CheckSpeedupWhat it finds
Benford~16×leading-digit anomalies in amount/count columns
Composite-key discovery1.7×minimal multi-column keys when no single column is unique
Functional-dependency discovery12.8×zip → city-style redundant / lookup columns
Approximate-FD violations15.5×the few rows that break a near-perfect dependency (likely data-entry errors)
Fuzzy value clustering76×inconsistent categorical encodings (California / Californa / CALIFORNIA)

New deep-profiling checks

  • Composite keys — surfaces (order_id, line_no)-style natural keys.
  • Functional dependencies — exact det → dep relationships (a column is derivable from another), and approximate ones where a handful of violating rows are flagged as likely errors.
  • Fuzzy values — near-duplicate spellings within a column.
  • Duplicate & near-duplicate rows — exact, and rows identical after normalization.
  • Freshness / staleness — future-dated timestamps (always on) and name-gated staleness (updated_at that hasn’t advanced).

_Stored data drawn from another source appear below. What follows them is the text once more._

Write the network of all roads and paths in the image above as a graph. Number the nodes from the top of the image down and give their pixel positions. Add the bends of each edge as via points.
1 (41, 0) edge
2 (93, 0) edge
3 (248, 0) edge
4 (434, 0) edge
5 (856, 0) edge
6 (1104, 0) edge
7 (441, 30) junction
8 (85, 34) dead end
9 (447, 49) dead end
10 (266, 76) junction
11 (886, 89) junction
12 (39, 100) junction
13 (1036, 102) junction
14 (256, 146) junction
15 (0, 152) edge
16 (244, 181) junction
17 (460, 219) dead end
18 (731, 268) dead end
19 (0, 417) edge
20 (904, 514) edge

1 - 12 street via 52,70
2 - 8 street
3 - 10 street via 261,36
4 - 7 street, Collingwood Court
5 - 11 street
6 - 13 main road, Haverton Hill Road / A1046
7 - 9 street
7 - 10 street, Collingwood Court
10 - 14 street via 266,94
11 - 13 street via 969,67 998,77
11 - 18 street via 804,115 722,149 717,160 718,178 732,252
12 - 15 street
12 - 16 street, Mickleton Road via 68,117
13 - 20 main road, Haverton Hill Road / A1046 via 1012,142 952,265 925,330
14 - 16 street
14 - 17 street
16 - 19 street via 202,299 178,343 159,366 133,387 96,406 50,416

--deep — profile the full population

By default GoldenCheck samples large files to 100K rows. --deep profiles the entire dataset, removing sampling error on cardinality, uniqueness, and rare-value checks — the native kernels keep it affordable.
goldencheck data.csv --deep

refs — cross-file referential integrity

Validate that a child table’s foreign keys all exist in a parent’s key:
goldencheck refs orders.csv customers.csv --on customer_id=id
Reports orphan rows, the orphan rate, and join cardinality; exits non-zero when orphans exist (CI-friendly). Omit --on to auto-detect same-named key columns.

Quality signals for GoldenMatch

The native fuzzy + FD kernels also back two public APIs that GoldenMatch consumes for entity resolution: goldencheck.cell_quality(df) (per-cell quality) and goldencheck.functional_dependencies(df) (discovered FDs).